Comme chacun le sait, puisque j’ai été très transparent pendant la campagne présidentielle, je l’ai soutenu. Et si c’était à refaire, je le referais. La politique n’est jamais un choix de valeur absolue, toujours un choix de valeur relative. C’est la différence entre les intellectuels et les praticiens, entre les idéologues et les politiques. On prend la meilleure des possibilités. Je ne voulais pas de M. Mélenchon ni de Mme Le Pen. Dans l’intérêt de la France, la meilleure décision possible était donc d’aider le président Macron. Est-ce à dire que je suis d’accord avec tout, ou satisfait de tout ? C’est une autre histoire.

 

J’ai été très transparent pendant la campagne présidentielle, j’ai soutenu Emmanuel Macron. Et si c’était à refaire, je le referais.
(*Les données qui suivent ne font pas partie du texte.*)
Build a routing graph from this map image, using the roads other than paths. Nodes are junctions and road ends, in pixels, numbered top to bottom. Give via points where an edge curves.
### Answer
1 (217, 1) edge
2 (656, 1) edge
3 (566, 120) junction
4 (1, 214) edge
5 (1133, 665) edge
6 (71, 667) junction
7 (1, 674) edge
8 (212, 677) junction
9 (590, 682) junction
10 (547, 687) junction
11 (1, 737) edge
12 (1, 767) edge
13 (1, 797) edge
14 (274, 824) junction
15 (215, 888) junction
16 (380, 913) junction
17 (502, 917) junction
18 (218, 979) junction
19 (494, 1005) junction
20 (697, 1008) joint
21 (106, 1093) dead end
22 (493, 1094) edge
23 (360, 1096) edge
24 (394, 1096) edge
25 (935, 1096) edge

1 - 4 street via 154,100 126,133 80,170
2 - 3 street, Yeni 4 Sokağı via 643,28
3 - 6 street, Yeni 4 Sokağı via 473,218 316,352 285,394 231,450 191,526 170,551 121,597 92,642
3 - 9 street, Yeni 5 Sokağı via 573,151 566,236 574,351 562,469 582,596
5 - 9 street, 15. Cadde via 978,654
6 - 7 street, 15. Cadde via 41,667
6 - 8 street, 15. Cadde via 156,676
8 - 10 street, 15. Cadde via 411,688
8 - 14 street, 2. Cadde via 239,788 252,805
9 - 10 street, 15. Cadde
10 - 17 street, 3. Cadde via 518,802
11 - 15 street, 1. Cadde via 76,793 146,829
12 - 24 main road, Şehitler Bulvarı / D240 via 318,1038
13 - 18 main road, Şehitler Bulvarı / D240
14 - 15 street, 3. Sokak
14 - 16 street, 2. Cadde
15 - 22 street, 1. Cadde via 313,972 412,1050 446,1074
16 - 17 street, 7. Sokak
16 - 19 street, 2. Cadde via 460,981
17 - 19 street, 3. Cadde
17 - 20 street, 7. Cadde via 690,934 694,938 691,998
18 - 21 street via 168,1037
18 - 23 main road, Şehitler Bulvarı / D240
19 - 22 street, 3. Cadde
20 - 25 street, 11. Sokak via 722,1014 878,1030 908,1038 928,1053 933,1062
Mais il n’y avait pas que trois candidats dans cette campagne. Il y avait aussi Valérie Pécresse, la candidate des Républicains…
Pour pouvoir choisir un candidat au second tour, encore fallait-il qu’il y soit qualifié. Ou qu’il ait une chance crédible de l’être.

Sur quels sujets Emmanuel Macron vous plaît-il ?
J’ai toujours pensé que, face à un pays qui a démontré, à travers son histoire, ses capacités éruptives, avoir un président calme, modéré, refusant toute forme d’excès, était la meilleure solution. On ne répond pas à une situation ­éruptive en étant éruptif soi-même : il faut du sang-froid, de la mesure et de l’expérience. Il me semble que le président Macron possède ces qualités.

N’y a-t-il pas un revers à cette médaille ?
Je n’ai jamais été de gauche. Et ce n’est faire injure à personne que de rappeler que le président Macron vient de la gauche. J’aimerais ­parfois qu’il franchisse le Rubicon de façon plus franche, car la France est aujourd’hui majoritairement du côté du parti de l’autorité, de la fermeté, de la liberté. Appelez cela centre droit, centre, droite républicaine, peu importe : l’axe stratégique du pays se trouve ­clairement là. Je n’ai aucun conseil à donner. Je me suis toujours méfié des ­donneurs de leçons. Mais si j’avais un souhait, c’est que la matrice politique du président se rapproche davantage de la matrice du pays telle que je la ressens.

Comment pourrait-il franchir le Rubicon selon vous ?
Le président a des intuitions et une expérience incontestables. Mais j’observe qu’il peut parfois avoir la tentation de s’arrêter au milieu du gué. Ce sont les inconvénients du « en même temps ».

Le président peut parfois avoir la tentation de s’arrêter au milieu du gué

Le recours au 49-3 pour faire passer la partie recettes du projet de loi de finances pour 2023 était-il inévitable ?
Lorsque j’étais président, je n’ai jamais voulu utiliser le 49-3, parce que je n’aimais pas l’idée de l’utiliser contre ma majorité. Cela aurait été une preuve de faiblesse. Le président Macron est dans une autre situation, puisqu’il n’a pas de majorité absolue. Je comprends donc qu’il y ait recours, mais je rappelle qu’il ne pourra pas le faire ­indéfiniment… Il est dans la position d’un chasseur qui n’a pas une ressource infinie de munitions. Emmanuel Macron n’est pas faible parce qu’il utilise le 49-3 : il est affaibli parce qu’il n’a pas eu la majorité absolue.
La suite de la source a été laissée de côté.